McIlroy showed signs that he could win without his best stuff when he captured the unofficial Lake Malaren Shanghai Masters last month. He earned the biggest first prize in golf - $2m - but it was a win that worth far more to him than money.
“I sort of experienced the same thing in Shanghai as I did today,” he said after coming from three-shots behind overnight leader Alvaro Quiros on the strength of 11 and half hours sleep, an adrenaline boosting 5K run in the gym and a huge helping of determination.
“To be able to win golf tournaments when you are not playing your best is what the likes of Tiger Woods did week-in, week-out whenever he was winning seven, eight, nine tournaments a year.
“That something that if you want to be a great player, you’re going to have to do. I feel as if I am learning to do that and you know this is a great win.
“To come from behind and to draw level after nine holes and then to close it out is something I probably haven’t done before.”
McIlroy said holing from the bunker for a birdie on the par-4 last hole Sunday, which capped off a round of five-under 65 for the day and a two stroke victory at the event, was his most exciting moment as a golfer.
“I just hit the perfect bunker shot,” he said. “And once it landed on the green it never looked like going anywhere else but into the hole.
“I think you could see how much it meant to me. When the ball went in the hole I think that’s the most excited I have ever been on the golf course.”
McIlroy had been struggling all week with the after effects of a bug he picked up while on holiday last month in the Maldives with girlfriend and tennis number one Caroline Wozniacki.
He had also spent almost the entire past two months on the road with trips through South Korea, China and to Bermuda.

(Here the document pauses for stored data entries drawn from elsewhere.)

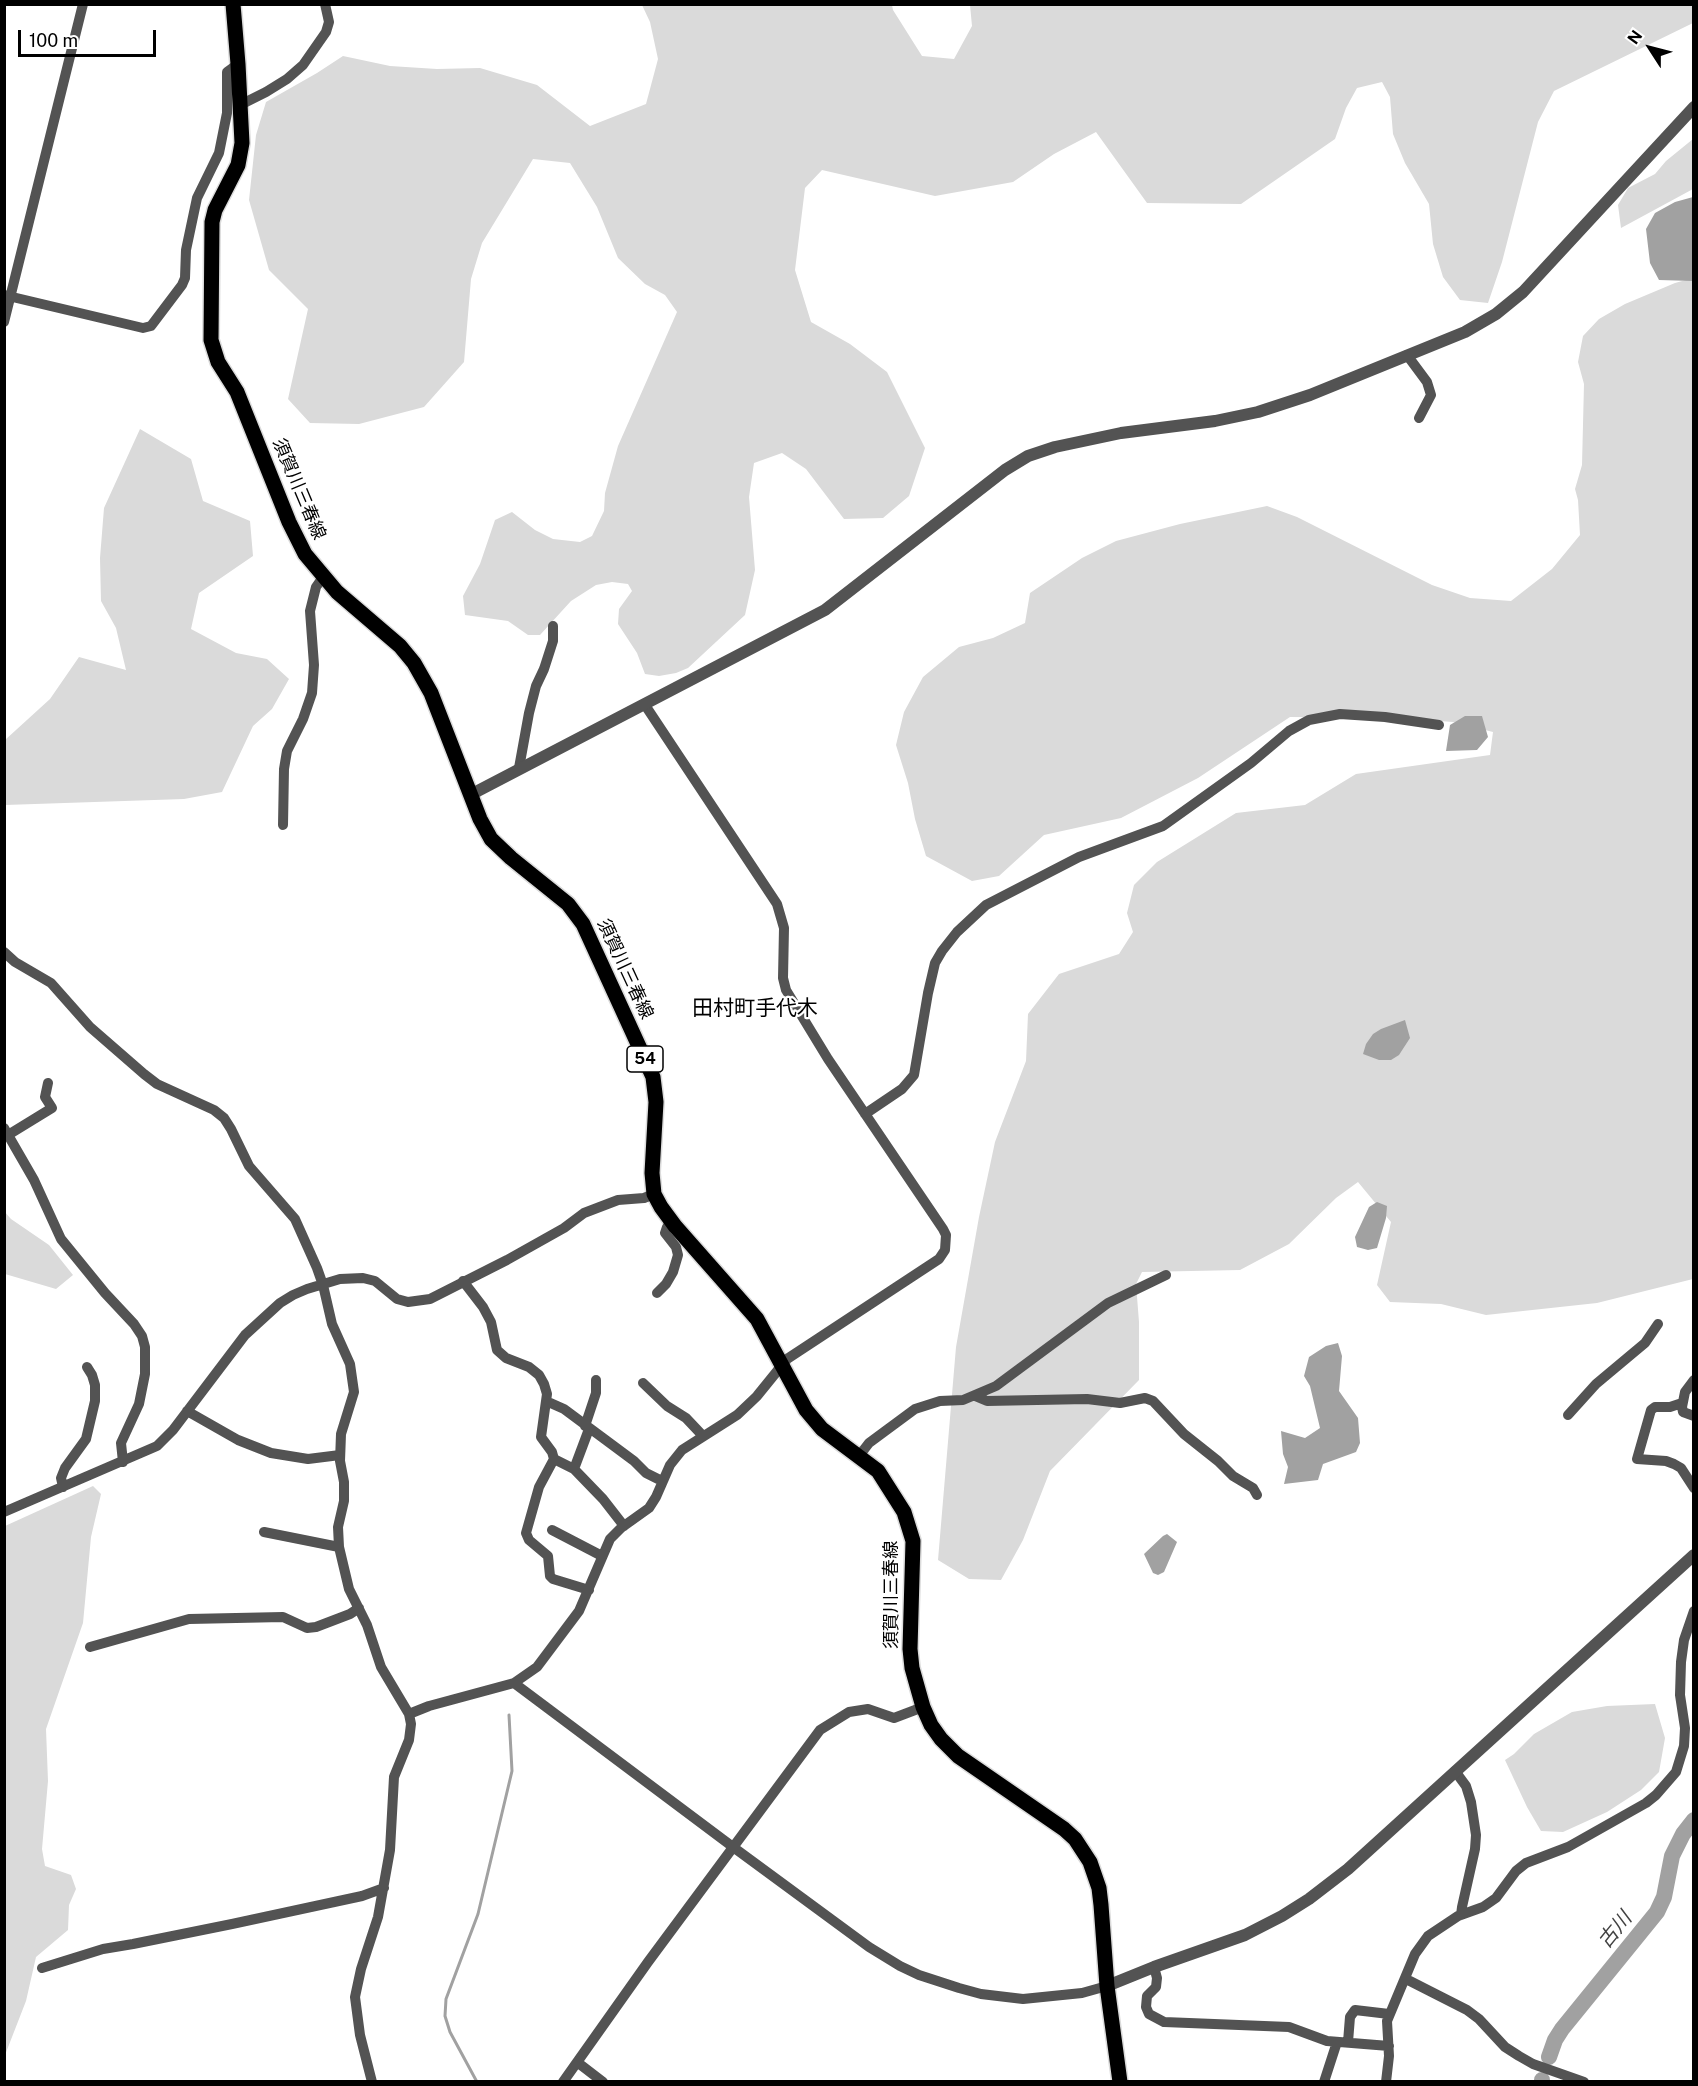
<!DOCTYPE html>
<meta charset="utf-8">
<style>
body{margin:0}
#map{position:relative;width:1698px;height:2086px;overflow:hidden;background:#fff;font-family:"Public Sans",sans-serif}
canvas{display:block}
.frame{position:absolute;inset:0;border:6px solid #000;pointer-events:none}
.north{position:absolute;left:1620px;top:18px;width:60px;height:60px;-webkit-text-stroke:4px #fff;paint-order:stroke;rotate:306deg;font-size:16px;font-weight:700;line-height:24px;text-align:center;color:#000}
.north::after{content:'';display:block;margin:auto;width:21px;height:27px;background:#000;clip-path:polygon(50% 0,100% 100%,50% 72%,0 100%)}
.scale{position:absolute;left:18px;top:30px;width:138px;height:27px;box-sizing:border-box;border:3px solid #000;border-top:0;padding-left:8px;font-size:18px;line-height:21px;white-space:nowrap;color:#000;-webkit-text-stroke:4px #fff;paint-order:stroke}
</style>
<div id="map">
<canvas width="1698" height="2086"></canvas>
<div class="frame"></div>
<div class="north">N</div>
<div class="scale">100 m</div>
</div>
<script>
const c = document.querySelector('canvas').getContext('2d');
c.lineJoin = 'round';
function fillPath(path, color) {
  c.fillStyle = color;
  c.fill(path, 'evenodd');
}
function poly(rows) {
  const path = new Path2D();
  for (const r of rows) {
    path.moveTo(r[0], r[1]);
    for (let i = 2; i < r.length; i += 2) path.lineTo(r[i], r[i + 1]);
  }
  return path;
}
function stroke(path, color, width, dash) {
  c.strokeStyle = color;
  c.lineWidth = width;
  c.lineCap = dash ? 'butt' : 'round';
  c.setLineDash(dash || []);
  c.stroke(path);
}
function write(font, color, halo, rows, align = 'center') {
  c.font = font + ' "Public Sans","Noto Sans JP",sans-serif';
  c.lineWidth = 4.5;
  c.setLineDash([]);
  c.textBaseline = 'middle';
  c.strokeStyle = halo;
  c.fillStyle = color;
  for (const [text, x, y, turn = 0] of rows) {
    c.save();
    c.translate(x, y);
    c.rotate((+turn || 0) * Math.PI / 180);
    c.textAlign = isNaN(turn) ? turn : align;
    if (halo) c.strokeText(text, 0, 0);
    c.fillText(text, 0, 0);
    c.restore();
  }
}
fillPath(poly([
 [642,5,892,5,893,10,922,56,954,59,972,26,970,5,1693,5,1693,23,1554,91,1538,122,1502,262,1488,303,1460,300,1443,277,1433,244,1429,204,1405,163,1393,134,1390,97,1382,82,1357,88,1346,108,1335,139,1241,204,1147,203,1096,132,1054,154,1013,182,935,196,822,170,805,188,795,270,811,322,850,344,887,372,925,448,909,496,883,518,844,519,806,469,782,453,754,463,749,497,755,570,745,615,688,668,676,673,659,676,645,674,637,653,618,624,619,609,632,591,628,584,612,582,596,585,571,601,540,635,528,635,508,621,465,615,463,596,480,564,495,520,512,512,535,530,553,539,580,542,592,536,604,511,605,493,618,446,677,312,665,295,645,284,618,258,597,207,570,163,533,159,482,243,471,279,464,362,424,407,359,424,310,423,288,399,308,309,269,270,249,200,256,135,266,102,317,73,343,56,390,66,437,69,480,68,537,85,590,126,646,104,658,59,650,22],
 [1693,139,1693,189,1621,228,1618,205,1628,188,1655,174,1666,161],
 [1693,278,1693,1279,1597,1303,1486,1315,1441,1304,1390,1302,1377,1285,1391,1222,1358,1182,1336,1198,1289,1244,1240,1270,1142,1272,1136,1284,1139,1322,1139,1380,1050,1471,1023,1540,1001,1580,969,1579,938,1560,956,1347,979,1217,995,1142,1026,1061,1028,1014,1059,974,1119,954,1133,932,1127,913,1134,885,1157,862,1236,813,1305,805,1356,774,1490,755,1493,732,1453,722,1399,718,1290,717,1198,778,1121,818,1044,835,999,876,972,881,926,856,915,819,908,783,896,745,904,712,923,677,959,647,993,638,1025,623,1030,593,1082,558,1116,541,1180,524,1267,506,1297,517,1432,585,1470,598,1511,601,1552,569,1580,535,1578,500,1575,489,1582,465,1584,384,1578,362,1583,336,1599,319,1625,304,1675,283],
 [140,429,191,459,203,501,250,521,253,556,199,593,191,629,236,653,267,659,289,679,272,709,253,726,222,792,184,799,5,805,5,740,50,699,79,657,126,670,116,628,101,601,100,558,104,508],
 [4,1211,11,1219,49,1245,73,1275,56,1289,5,1274],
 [93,1486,101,1494,91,1537,83,1623,46,1729,48,1781,42,1849,45,1866,71,1875,76,1889,69,1905,68,1930,36,1957,26,2001,5,2055,5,1526],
 [1655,1704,1665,1738,1659,1772,1641,1790,1607,1812,1563,1832,1541,1831,1527,1807,1505,1760,1514,1754,1534,1734,1572,1712,1607,1706]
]), '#dadada');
fillPath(poly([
 [1693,197,1693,281,1659,280,1650,263,1646,229,1655,213,1675,202],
 [1465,716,1482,716,1488,737,1477,750,1446,751,1450,725],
 [1405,1020,1410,1038,1399,1055,1391,1060,1379,1060,1363,1054,1366,1044,1373,1034,1381,1029],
 [1377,1202,1387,1206,1386,1218,1377,1248,1368,1250,1357,1247,1355,1237,1369,1207],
 [1338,1343,1342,1356,1339,1391,1358,1418,1360,1443,1356,1452,1323,1464,1318,1480,1284,1484,1288,1467,1283,1454,1281,1431,1305,1438,1320,1428,1310,1386,1304,1376,1309,1357,1326,1346],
 [1167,1534,1177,1542,1164,1572,1158,1575,1153,1573,1144,1554,1163,1536]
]), '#a1a1a1');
stroke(poly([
 [477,2082,450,2032,445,2016,446,1999,478,1914,512,1771,509,1715]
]), '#a1a1a1', 3);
stroke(poly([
 [1549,2057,1555,2040,1562,2029,1657,1912,1664,1897,1672,1856,1683,1834,1694,1820],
 [1542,2082,1542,2080]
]), '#a1a1a1', 16);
const primary = poly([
 [233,4,238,64,242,143,238,165,215,210,212,222,211,340,218,362,237,392,289,522,305,554,337,592,400,646,414,663,431,693,480,819,491,839,511,858,568,904,583,924,653,1077,656,1102,652,1173,654,1194,661,1207,675,1226,757,1319,806,1410,822,1429,878,1471,904,1512,913,1541,910,1649,912,1668,923,1707,931,1725,941,1739,958,1756,1064,1829,1075,1839,1090,1862,1099,1888,1101,1905,1107,1986,1120,2082]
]);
stroke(primary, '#dbdbdb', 18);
stroke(poly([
 [240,105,266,92,287,79,303,65,326,32,329,22,325,4],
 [4,295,143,328,151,326,182,285,185,278,186,250,197,198,219,153,227,113,227,72,238,64],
 [4,322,83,4],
 [1407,355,1427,382,1431,395,1419,418],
 [519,768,529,713,536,686,544,669,553,641,553,626],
 [283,825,284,769,287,751,303,719,312,693,314,665,310,611,316,587,323,577],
 [4,952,15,962,51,983,90,1027,144,1074,157,1084,214,1110,224,1118,231,1129,249,1166,295,1219,317,1268,323,1285,332,1324,350,1364,354,1392,341,1434,340,1461,344,1482,344,1501,338,1527,339,1547,349,1589,367,1625,381,1667,409,1714,411,1724,409,1740,394,1777,390,1850,378,1917,361,1969,355,1997,360,2035,372,2082],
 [865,1114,902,1089,914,1075,928,993,935,963,942,951,957,932,986,905,1079,857,1163,826,1251,763,1289,731,1309,720,1340,714,1385,717,1439,725],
 [4,1128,34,1180,61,1239,105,1293,134,1324,142,1336,145,1347,145,1374,139,1404,121,1443,123,1462],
 [8,1135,52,1108,45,1097,48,1083],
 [463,1281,483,1307,491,1322,497,1350,506,1358,529,1367,539,1375,544,1384,547,1394,541,1437,552,1452,554,1459,539,1487,526,1533,529,1540,548,1556,550,1576,553,1579,589,1590],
 [657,1293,666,1284,673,1272,678,1255,676,1247,665,1233,667,1227,675,1226],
 [1694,1380,1685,1392,1682,1407,1683,1412,1694,1416],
 [643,1383,667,1406,686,1418,703,1436],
 [975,1396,987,1401,1087,1399,1120,1403,1145,1398,1153,1401,1184,1434,1218,1461,1233,1476,1253,1488,1257,1495],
 [546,1401,564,1409,634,1461,646,1473,662,1481],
 [1682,1403,1670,1407,1655,1407,1651,1410,1637,1459,1666,1461,1674,1464,1681,1468,1694,1488],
 [187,1411,238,1440,271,1453,308,1459,340,1455],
 [1568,1415,1596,1384,1645,1343,1658,1324],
 [585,1426,596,1393,596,1380],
 [859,1456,869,1443,915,1409,940,1401,963,1400,996,1386,1108,1303,1166,1275],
 [554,1459,574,1469,603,1499,624,1526],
 [574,1469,589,1429],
 [63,1487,61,1478,65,1468,86,1439,95,1401,95,1385,92,1375,87,1367],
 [4,1512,157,1446,173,1430,245,1335,280,1303,293,1295,307,1289,340,1279,363,1278,375,1281,397,1299,408,1302,430,1299,507,1260,564,1228,584,1213,618,1200,644,1198,654,1194],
 [552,1530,602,1556],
 [264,1532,339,1547],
 [90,1647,189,1619,283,1617,307,1628,316,1627,350,1614,359,1608],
 [514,1683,733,1847,869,1947,900,1966,919,1975,959,1988,981,1994,1023,1999,1082,1993,1107,1986],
 [409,1714,429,1706,514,1683,537,1667,579,1611,610,1539,621,1528,649,1508,656,1497,670,1465,682,1450,737,1415,757,1396,787,1359,939,1259,945,1250,946,1235,943,1229,828,1059,786,990,783,978,784,928,777,904,645,705],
 [1455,1771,1466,1786,1471,1802,1476,1835,1475,1849,1462,1907,1461,1915],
 [1154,1967,1157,1978,1156,1987,1147,1996,1146,2007,1149,2014,1164,2022,1289,2027,1327,2041,1389,2046],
 [42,1968,103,1949,133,1944,232,1924,362,1896,384,1888],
 [1406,1979,1467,2010,1479,2019,1505,2047,1519,2056,1533,2064,1584,2082],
 [1348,2042,1350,2017,1355,2010,1389,2014],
 [577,2062,603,2082],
 [563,2082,648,1962,820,1730,849,1712,868,1709,894,1718,923,1707],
 [1324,2082,1337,2042],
 [1386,2082,1389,2056,1387,2021,1415,1954,1428,1936,1458,1916,1483,1907,1496,1898,1516,1871,1526,1863,1568,1847,1646,1803,1656,1795,1676,1772,1684,1746,1685,1728,1680,1695,1681,1662,1684,1640,1694,1611]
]), '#535353', 10);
stroke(poly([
 [470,795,825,610,1005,470,1028,456,1055,447,1121,433,1215,421,1258,412,1310,395,1465,332,1496,314,1523,292,1694,107],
 [1107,1986,1154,1967,1245,1935,1282,1916,1309,1899,1348,1869,1694,1555]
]), '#535353', 12);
stroke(primary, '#000', 15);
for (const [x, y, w] of [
 [645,1059,36]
]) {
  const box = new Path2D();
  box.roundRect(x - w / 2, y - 13, w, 26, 4.5);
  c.fillStyle = '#fff';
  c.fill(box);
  stroke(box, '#000', 1.5);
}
write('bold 16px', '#000', null, [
 ["54",645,1059]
]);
write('18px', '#000', '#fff', [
 ["須賀川三春線",299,489,67],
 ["須賀川三春線",625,969,65],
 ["須賀川三春線",891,1595,-90]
]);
write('italic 20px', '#424242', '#fff', [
 ["古川",1615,1930,-51]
]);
write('21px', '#000', '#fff', [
 ["田村町手代木",755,1009]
]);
</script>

But there were no signs of lethargy during the final round and McIlroy said he had learned a valuable lesson.
“You won’t see me going on a stretch like I have done this year,” he said. “That was just me wanting to play so there’s no one really to blame but myself in that regard. But I won’t do it again.”
If McIlroy needed any extra motivation on Sunday, he got it in spades when he awoke to discover that his world No 2 ranking was under threat from his old nemesis, Lee Westwood, who had shot a 62 in Sun City to take a seven shot lead into the final round of the Nedbank Golf Challenge.
“It definitely gave me a little bit of adrenalin and kept me going through the day,” McIlroy said. “I love Hong Kong and have wanted to win this tournament so badly since losing that play-off here in 2008.
“Another of my big goals going out was to keep myself in with a shout in Dubai. But I also knew I really needed to win to stay above Lee in the world rankings - it was nice to be able to do both.”
The tournament was a great one for almost all Ireland’s top players with the exception of Padraig Harrington.
Needing a top seven finish to make the top 60 qualifiers for the Dubai World Championship, the 40 year old Dubliner failed by a mile as he came home 51st on four over after a closing 73. Tellingly, he had 129 putts for the four rounds, an average of 32.25 per round
Peter Lawrie easily held on to his place as he closed with a 71 to finish 21st on two under and mprove from 60th to 57th in the money list.
If McIlroy was the happiest man in the Far East, then Ballyclare’s Gareth Maybin was a close second after he held on to his tour card thanks to an equally gutsy final round display.
A homeward nine of two under par saw him shoot 69 and hold on to his card by just €4,001 thanks to a cheque for €13,237.
Maybin finished one place inside the top 118 but Damien McGrane made it comfortably in the end despite missing the cut as he claimed 115th in the money list with earnings of €258,939 from his 33 starts this season.